Relazione iconografico religiosa
La questione della precisa collocazione di questa opera e degli altri Angeli musicanti all'interno della complessa decorazione della facciata del Duomo non è stata ancora risolta. Qualora si accertasse che gli angeli a cui erano destinate due paia di ali lavorate da Jacopo di Piero Guidi, e pagategli dall'Opera l'11 marzo 1384 («pro suo salario et remuneratione sui laboris manufatture duarum par alarum angelorum positorum supra ianuam principalem dicte ecclesie»: Poggi 1909), siano da riconoscere in due elementi della serie, si potrebbe ritenere con una certa fondatezza che gli Angeli musicanti corredassero l'apparato figurativo del portale centrale. La lunetta di questo – si ricorderà – era stata decorata durante la fase arnolfiana (1296-1310) con un gruppo scultoreo raffigurante la Madonna col Bambino fra santa Reparata e san Zanobi. In tal caso gli angeli musici avrebbero fatto da corona a tale immagine di "Maestà", esaltandola con il richiamo della musica celeste; e, non ultimo, alludendo anche alla fama goduta in tutta Europa dal duomo fiorentino, celebrato fra Tre e Quattrocento per l'eccellenza raggiunta dai suoi musici e cantori.

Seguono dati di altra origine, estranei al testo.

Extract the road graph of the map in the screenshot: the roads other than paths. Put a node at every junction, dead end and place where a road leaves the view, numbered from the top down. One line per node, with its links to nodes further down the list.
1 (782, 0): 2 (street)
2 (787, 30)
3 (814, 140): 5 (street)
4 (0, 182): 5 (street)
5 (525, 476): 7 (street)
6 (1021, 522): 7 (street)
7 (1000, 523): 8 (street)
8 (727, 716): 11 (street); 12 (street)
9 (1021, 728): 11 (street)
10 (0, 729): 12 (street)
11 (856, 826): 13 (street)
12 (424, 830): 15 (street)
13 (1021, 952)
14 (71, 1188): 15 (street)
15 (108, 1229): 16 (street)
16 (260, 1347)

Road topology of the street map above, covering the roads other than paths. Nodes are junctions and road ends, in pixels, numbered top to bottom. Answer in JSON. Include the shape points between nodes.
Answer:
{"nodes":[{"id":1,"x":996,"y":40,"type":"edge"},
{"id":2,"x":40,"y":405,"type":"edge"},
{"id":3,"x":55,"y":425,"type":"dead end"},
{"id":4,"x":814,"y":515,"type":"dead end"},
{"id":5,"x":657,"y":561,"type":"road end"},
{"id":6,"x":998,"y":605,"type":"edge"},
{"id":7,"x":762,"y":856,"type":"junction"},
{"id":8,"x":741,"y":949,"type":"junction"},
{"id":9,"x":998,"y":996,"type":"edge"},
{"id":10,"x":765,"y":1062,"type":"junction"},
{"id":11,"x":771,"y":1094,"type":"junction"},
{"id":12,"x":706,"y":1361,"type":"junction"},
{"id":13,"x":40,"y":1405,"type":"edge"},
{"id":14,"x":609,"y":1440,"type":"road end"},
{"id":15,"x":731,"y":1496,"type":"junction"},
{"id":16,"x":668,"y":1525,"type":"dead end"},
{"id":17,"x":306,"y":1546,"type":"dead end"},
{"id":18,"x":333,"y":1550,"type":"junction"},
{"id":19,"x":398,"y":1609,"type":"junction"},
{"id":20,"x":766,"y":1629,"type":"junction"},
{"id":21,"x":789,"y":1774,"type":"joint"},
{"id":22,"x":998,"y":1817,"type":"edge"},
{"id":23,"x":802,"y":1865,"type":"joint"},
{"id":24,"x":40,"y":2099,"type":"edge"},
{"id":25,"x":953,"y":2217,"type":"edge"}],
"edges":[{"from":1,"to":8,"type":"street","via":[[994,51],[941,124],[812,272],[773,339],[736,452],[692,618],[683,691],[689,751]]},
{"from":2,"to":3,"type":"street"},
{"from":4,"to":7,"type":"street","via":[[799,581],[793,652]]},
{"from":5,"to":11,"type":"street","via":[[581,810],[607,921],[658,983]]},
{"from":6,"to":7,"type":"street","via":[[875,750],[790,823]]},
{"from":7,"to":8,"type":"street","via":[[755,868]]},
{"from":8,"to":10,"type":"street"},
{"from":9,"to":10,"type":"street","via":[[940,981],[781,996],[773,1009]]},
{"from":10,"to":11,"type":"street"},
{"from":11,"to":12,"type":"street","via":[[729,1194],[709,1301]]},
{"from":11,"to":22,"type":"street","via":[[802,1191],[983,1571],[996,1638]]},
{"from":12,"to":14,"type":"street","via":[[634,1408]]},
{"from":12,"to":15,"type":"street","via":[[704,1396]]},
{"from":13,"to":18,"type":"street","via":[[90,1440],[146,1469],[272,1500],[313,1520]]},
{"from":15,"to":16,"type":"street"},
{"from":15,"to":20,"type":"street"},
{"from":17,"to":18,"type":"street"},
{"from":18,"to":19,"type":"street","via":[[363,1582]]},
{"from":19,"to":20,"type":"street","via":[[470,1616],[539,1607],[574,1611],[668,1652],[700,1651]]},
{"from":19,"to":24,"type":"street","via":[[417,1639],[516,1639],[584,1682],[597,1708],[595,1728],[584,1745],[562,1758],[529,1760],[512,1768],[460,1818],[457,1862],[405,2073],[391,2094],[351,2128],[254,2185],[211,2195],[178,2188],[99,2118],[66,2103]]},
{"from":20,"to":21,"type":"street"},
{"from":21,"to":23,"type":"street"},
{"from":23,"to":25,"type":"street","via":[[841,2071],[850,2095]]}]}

E' probabile, infine, che una raffigurazione così puntuale degli strumenti degli Angeli musicanti intendesse dar forma ad alcuni versi del salmo 150, un inno giubilante in cui si invita a lodare Dio «in sono tubae», «in psalteryo et cythara», «in chordis et organo», «in cymbalis». Si tratta dello stesso salmo che, qualche decennio più tardi, Luca della Robbia espliciterà figurativamente nella sua Cantoria, e non è da escludere che egli – in una certa misura – abbia tenuto in mente la serie trecentesca intorno al portale maggiore.